START RECORDS SHOWN
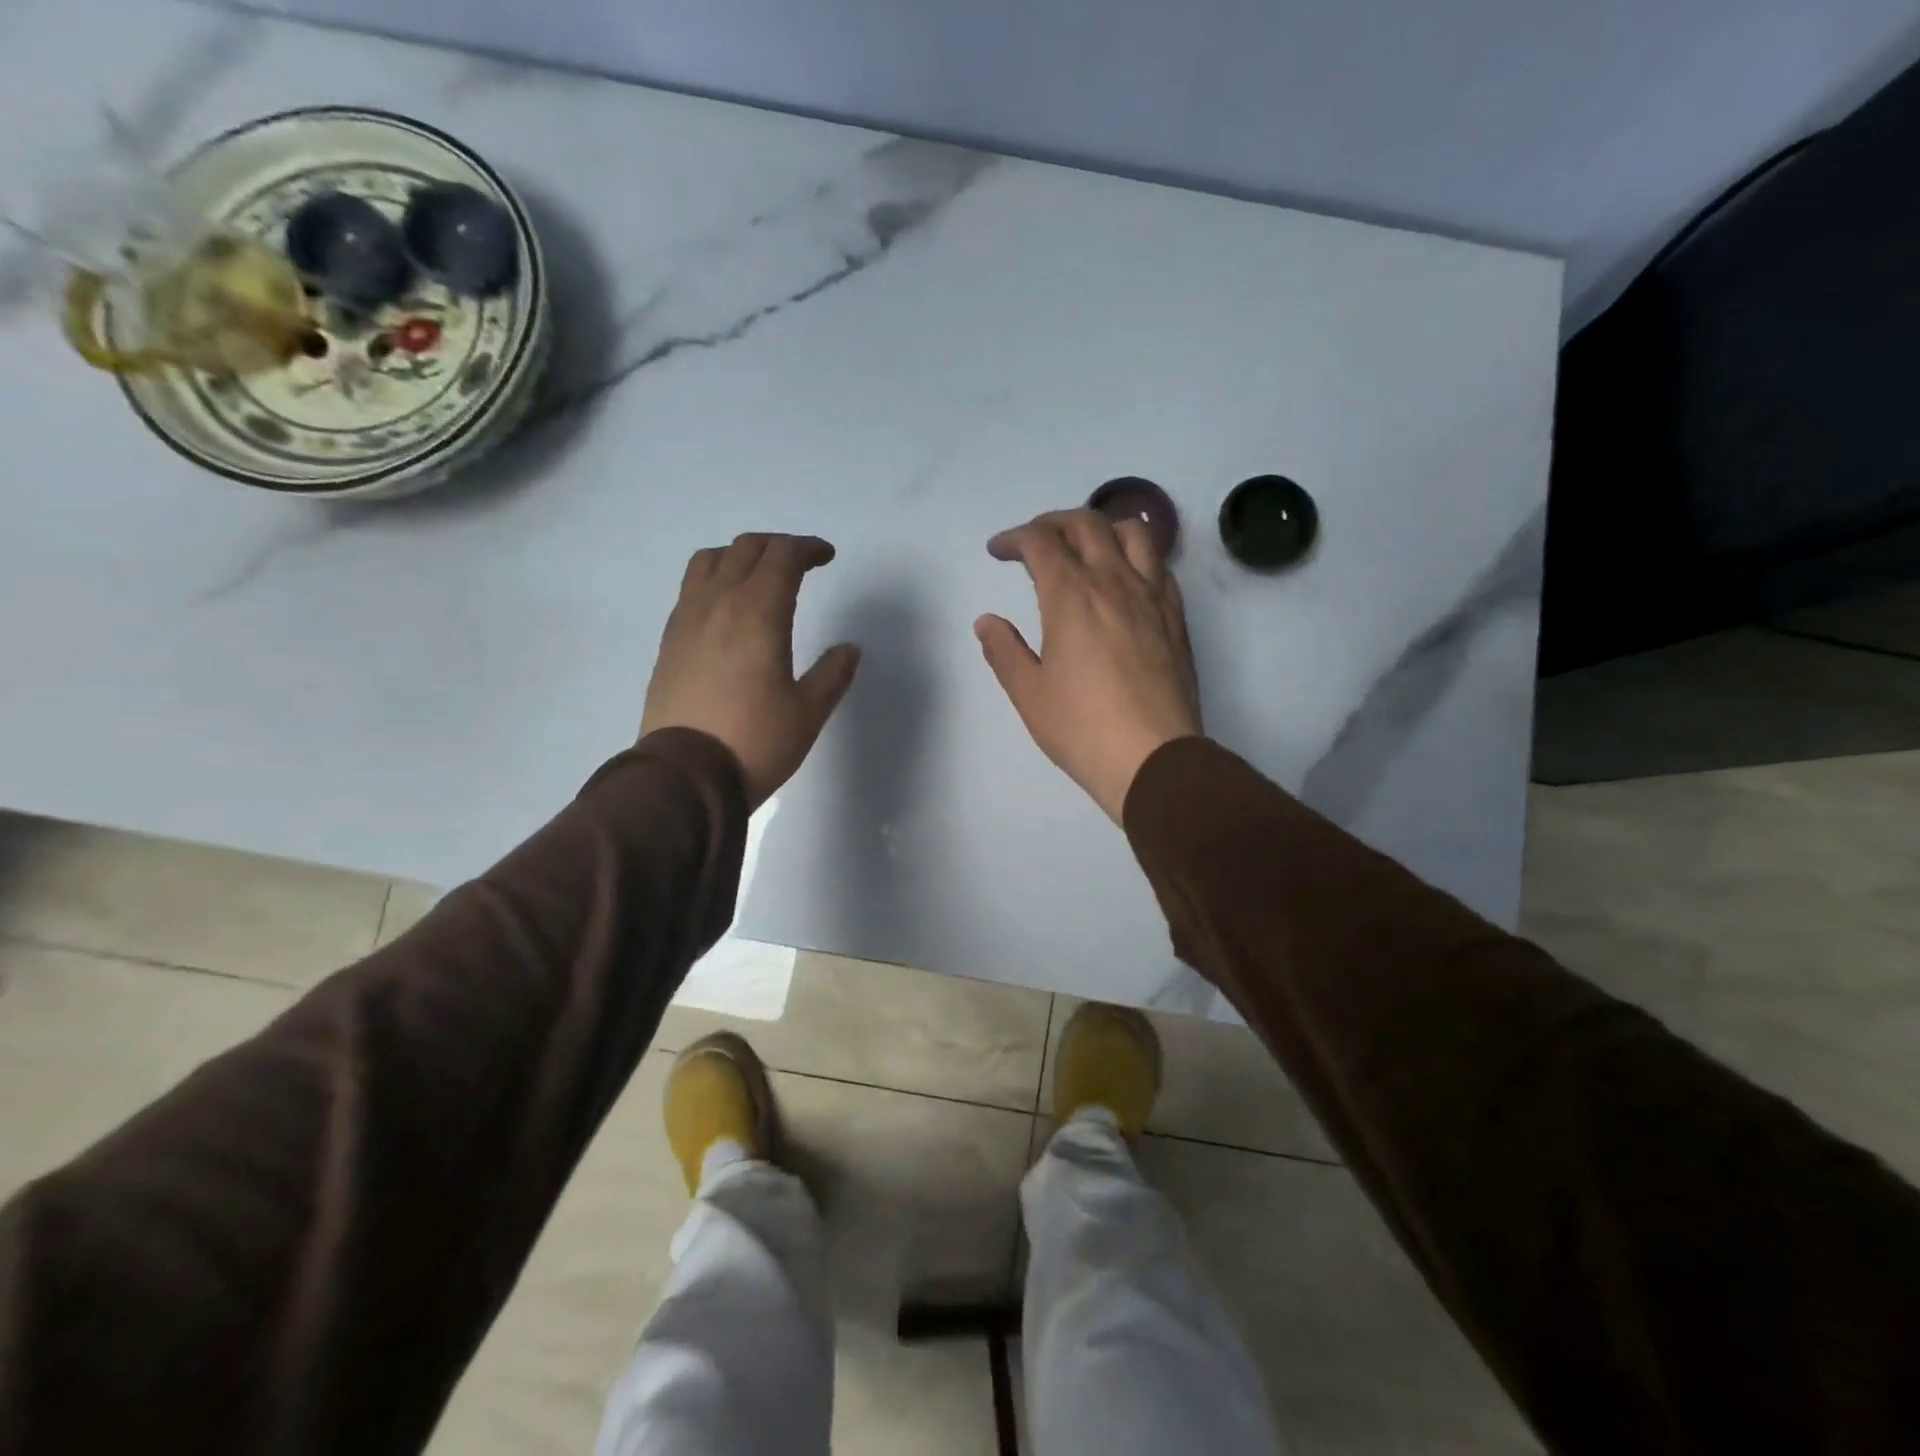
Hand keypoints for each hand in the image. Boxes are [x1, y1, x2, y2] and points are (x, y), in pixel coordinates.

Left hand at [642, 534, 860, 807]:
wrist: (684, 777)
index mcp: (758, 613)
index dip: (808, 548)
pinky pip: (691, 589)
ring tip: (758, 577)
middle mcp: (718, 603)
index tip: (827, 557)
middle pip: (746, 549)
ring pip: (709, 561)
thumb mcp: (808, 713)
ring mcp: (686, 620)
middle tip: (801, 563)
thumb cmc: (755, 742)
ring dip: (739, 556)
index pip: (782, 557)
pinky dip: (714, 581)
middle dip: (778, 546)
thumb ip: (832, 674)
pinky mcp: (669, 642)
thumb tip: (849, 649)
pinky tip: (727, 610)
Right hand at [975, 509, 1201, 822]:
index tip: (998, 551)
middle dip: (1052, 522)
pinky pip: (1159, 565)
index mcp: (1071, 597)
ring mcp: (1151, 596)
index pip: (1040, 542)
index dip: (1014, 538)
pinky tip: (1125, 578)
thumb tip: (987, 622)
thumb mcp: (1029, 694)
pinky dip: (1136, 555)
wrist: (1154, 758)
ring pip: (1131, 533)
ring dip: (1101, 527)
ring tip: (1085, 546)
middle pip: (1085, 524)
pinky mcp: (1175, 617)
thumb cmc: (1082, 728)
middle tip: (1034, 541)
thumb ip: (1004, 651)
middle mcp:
END RECORDS SHOWN
**EXERCISE PROMPT:** Reproduce every line above exactly as written, omitting the images.

**REPLY:**
Hand keypoints for each hand in the image. Boxes are [x1, y1, x2, y2] and points are (x, y), in pixel coordinates.

Left hand at [642, 534, 860, 807]:
wrist: (684, 777)
index mcp: (758, 613)
index dip: (808, 548)
pinky pip: (691, 589)
ring tip: (758, 577)
middle mcp: (718, 603)
index tip: (827, 557)
middle pip: (746, 549)
ring pip: (709, 561)
thumb mcp: (808, 713)
ring mcp: (686, 620)
middle tip: (801, 563)
thumb cmc: (755, 742)
ring dip: (739, 556)
index pip: (782, 557)
pinky dip: (714, 581)
middle dip: (778, 546)
thumb ip: (832, 674)
pinky mcp: (669, 642)
thumb tip: (849, 649)
pinky tip: (727, 610)
Right hand at [975, 509, 1201, 822]:
index tip: (998, 551)
middle dip: (1052, 522)
pinky pip: (1159, 565)
index mcp: (1071, 597)
ring mcp: (1151, 596)
index pip: (1040, 542)
index dip: (1014, 538)
pinky tip: (1125, 578)
thumb tip: (987, 622)
thumb mcp: (1029, 694)
pinky dip: (1136, 555)
wrist: (1154, 758)
ring pip: (1131, 533)
ring dip: (1101, 527)
ring tip: (1085, 546)
middle pip: (1085, 524)
pinky mcp: (1175, 617)
thumb cmc: (1082, 728)
middle tip: (1034, 541)
thumb ip: (1004, 651)
middle mcp:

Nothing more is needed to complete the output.